Oxidative Stress Response of Honey Bee Colonies during Long-Term Exposure at a Frequency of 900 MHz under Field Conditions

Abstract

Overview

This study investigated the oxidative stress and lipid peroxidation in honey bee larvae, pupae, and the midguts of adult bees during a year-long exposure to radiofrequency electromagnetic fields (RF-EMFs) at a frequency of 900 MHz under realistic field conditions.

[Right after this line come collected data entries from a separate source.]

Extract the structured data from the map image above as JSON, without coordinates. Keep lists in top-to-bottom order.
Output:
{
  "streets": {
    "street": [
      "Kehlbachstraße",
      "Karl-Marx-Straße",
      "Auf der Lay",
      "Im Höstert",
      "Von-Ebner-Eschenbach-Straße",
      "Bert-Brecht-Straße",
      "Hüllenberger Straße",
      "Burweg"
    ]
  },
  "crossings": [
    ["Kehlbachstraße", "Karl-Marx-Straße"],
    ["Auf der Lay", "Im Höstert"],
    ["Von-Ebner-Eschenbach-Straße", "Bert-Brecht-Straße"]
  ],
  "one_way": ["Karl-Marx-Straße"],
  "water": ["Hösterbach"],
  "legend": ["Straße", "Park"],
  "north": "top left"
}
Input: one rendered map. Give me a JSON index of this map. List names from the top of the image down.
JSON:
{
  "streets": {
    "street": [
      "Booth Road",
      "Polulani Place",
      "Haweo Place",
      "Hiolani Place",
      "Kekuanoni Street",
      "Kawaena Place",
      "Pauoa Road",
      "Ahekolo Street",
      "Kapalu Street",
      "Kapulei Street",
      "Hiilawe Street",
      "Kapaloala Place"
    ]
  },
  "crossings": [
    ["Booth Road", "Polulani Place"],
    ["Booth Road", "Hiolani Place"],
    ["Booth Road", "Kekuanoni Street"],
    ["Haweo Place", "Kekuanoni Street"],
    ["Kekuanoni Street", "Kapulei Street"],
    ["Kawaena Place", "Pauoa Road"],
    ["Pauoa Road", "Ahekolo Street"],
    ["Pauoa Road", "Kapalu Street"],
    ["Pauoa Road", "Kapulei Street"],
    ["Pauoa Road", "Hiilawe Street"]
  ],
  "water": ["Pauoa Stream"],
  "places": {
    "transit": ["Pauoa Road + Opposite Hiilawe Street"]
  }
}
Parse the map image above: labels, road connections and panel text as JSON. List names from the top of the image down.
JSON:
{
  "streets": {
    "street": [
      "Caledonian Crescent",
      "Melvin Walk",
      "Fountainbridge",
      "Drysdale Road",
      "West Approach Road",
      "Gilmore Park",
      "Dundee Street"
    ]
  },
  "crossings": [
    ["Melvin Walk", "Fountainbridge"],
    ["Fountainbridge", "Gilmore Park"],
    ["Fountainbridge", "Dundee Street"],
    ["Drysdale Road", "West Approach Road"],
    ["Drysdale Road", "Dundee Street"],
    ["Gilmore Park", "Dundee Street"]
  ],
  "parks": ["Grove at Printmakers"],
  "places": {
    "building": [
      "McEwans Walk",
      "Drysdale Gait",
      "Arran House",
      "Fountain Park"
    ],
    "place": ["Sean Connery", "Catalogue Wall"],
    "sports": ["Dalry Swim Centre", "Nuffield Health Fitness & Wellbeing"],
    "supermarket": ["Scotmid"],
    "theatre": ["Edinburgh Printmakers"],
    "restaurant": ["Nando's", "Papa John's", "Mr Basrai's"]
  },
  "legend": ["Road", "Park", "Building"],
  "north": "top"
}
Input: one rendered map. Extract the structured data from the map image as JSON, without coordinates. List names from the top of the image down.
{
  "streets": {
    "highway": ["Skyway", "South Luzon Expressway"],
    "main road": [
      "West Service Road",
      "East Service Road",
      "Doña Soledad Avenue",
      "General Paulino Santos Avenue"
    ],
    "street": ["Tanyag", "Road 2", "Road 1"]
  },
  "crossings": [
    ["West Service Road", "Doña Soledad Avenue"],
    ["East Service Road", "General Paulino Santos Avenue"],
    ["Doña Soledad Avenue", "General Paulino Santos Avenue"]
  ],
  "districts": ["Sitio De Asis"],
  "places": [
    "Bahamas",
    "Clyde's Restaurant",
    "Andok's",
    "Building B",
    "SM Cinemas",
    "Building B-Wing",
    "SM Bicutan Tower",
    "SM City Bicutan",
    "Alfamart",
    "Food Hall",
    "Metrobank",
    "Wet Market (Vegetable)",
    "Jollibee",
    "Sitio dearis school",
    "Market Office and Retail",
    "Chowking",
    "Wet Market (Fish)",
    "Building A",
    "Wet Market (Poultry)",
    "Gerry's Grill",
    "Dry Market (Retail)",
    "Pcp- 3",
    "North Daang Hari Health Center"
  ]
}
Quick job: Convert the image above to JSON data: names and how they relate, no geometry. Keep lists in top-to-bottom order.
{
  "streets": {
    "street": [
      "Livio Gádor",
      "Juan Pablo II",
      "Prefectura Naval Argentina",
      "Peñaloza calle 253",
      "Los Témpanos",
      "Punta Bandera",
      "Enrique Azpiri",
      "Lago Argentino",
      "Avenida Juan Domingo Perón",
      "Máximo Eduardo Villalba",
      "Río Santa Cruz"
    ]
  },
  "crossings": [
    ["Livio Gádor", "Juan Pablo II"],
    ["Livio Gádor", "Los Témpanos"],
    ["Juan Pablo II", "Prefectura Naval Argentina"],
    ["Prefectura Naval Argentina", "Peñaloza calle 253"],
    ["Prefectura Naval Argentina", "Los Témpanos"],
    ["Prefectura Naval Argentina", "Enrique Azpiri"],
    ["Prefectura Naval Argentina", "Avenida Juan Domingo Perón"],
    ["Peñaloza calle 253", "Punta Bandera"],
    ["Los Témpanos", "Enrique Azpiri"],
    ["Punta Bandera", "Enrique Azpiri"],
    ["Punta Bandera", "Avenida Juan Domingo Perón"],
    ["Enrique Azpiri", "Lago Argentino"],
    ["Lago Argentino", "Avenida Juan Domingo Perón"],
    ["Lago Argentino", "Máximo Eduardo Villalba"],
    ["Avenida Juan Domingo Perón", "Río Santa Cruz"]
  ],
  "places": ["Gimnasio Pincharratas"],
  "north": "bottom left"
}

• Locations: Honey bee colonies were placed at three distinct locations, each exposed to a different electric field level: 30 mV m^-1, 70 mV m^-1, and 1000 mV m^-1.
• Biomarkers measured: Antioxidant enzymes (glutathione-S-transferase [GST], catalase [CAT], superoxide dismutase [SOD]) and thiobarbituric acid reactive substances (TBARS, indicators of lipid peroxidation) were analysed spectrophotometrically.

Findings

• GST activity did not differ significantly based on electric field level or sampling time within each developmental stage, with the highest activity in pupae.
• Both CAT activity and TBARS concentration were consistently highest in the midguts, regardless of exposure conditions.
• Larvae exposed to an electric field level of 1000 mV m^-1 had notably higher TBARS concentrations compared to larvae at lower field strengths.
• This demonstrates increased oxidative stress under higher RF-EMF exposure, especially in the more sensitive larval stage.
• Despite these effects, no direct linear relationship between field strength and oxidative markers was established.

Conclusion

Extended exposure to RF-EMFs at 900 MHz can cause oxidative stress in honey bees, particularly impacting the larval stage. The findings support the adverse biological effects of electromagnetic fields on non-target species, highlighting potential ecological risks and strengthening the connection between EMF exposure and health impacts in bee populations.